[[ EXERCISE INPUTS, beginning ]]

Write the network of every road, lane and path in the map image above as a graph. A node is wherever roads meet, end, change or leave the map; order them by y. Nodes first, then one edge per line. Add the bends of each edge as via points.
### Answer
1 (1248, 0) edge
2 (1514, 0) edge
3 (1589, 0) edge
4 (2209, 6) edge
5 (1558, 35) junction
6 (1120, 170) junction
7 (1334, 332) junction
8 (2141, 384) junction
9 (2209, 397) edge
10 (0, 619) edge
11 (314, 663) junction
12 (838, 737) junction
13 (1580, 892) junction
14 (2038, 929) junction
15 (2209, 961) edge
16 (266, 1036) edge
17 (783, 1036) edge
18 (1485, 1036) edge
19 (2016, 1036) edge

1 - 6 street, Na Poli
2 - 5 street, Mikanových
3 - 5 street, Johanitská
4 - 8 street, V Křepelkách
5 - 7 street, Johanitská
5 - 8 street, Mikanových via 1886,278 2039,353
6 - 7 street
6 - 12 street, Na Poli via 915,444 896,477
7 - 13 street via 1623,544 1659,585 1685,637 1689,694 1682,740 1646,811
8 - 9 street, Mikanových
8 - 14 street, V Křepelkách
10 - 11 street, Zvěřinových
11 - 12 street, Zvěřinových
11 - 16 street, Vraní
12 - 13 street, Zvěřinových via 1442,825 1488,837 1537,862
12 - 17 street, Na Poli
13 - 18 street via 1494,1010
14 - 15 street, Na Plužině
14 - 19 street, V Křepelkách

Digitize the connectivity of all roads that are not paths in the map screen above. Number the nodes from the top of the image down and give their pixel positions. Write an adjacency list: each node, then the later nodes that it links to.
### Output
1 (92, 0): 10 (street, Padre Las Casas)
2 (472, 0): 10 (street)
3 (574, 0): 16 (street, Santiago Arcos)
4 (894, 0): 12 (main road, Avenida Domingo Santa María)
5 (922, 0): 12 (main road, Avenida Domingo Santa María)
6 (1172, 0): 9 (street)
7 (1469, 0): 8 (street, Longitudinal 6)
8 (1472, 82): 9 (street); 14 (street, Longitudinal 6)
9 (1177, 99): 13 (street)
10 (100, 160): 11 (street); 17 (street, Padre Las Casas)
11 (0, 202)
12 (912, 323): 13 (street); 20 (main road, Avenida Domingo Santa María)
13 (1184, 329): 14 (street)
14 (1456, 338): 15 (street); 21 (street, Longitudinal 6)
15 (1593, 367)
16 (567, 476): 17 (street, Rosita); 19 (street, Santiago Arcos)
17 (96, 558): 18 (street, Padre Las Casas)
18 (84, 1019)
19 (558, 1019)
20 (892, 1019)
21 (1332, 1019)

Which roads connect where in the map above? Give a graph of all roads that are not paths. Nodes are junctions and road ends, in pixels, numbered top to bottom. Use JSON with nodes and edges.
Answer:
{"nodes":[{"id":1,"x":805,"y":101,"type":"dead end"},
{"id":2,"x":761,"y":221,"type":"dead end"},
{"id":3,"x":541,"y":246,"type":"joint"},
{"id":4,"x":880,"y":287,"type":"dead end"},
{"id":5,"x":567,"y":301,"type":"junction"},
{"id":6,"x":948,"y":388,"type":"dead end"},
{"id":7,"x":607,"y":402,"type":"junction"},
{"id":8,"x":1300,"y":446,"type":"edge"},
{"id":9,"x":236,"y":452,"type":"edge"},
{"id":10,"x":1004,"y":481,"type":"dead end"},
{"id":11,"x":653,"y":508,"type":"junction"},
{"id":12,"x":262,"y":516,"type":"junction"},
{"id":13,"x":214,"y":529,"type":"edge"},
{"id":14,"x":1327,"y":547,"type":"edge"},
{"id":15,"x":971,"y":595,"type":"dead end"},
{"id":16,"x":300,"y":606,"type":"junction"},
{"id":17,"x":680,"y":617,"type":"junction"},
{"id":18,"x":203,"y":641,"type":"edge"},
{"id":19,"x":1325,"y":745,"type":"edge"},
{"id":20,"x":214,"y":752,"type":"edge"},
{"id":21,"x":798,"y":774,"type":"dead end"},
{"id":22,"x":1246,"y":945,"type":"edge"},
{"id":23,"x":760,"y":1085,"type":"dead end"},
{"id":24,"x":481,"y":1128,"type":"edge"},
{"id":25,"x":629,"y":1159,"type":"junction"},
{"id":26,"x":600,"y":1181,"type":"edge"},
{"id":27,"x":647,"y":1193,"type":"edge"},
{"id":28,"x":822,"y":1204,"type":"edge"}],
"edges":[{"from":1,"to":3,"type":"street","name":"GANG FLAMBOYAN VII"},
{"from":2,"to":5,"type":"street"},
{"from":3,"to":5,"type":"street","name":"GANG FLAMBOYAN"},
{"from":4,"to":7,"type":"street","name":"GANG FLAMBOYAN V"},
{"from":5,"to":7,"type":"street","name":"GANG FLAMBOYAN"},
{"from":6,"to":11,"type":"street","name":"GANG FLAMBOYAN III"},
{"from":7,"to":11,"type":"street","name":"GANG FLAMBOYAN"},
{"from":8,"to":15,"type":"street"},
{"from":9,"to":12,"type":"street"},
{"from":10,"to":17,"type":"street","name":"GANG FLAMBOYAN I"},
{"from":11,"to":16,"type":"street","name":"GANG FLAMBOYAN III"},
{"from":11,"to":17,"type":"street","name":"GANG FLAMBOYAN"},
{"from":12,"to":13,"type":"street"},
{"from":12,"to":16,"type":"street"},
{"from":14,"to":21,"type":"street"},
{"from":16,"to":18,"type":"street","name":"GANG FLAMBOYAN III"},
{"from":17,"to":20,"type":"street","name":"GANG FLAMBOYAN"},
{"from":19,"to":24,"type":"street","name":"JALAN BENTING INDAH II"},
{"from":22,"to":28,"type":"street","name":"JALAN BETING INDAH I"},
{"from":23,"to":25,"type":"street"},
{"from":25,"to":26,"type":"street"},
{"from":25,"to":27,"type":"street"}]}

[[ EXERCISE INPUTS, end ]]

→ **TASK**: If a line above contains the word "Domingo", list it.

→ **SOLUTION TO THE PROBLEM**:
4 (894, 0): 12 (main road, Avenida Domingo Santa María)
5 (922, 0): 12 (main road, Avenida Domingo Santa María)
12 (912, 323): 13 (street); 20 (main road, Avenida Domingo Santa María)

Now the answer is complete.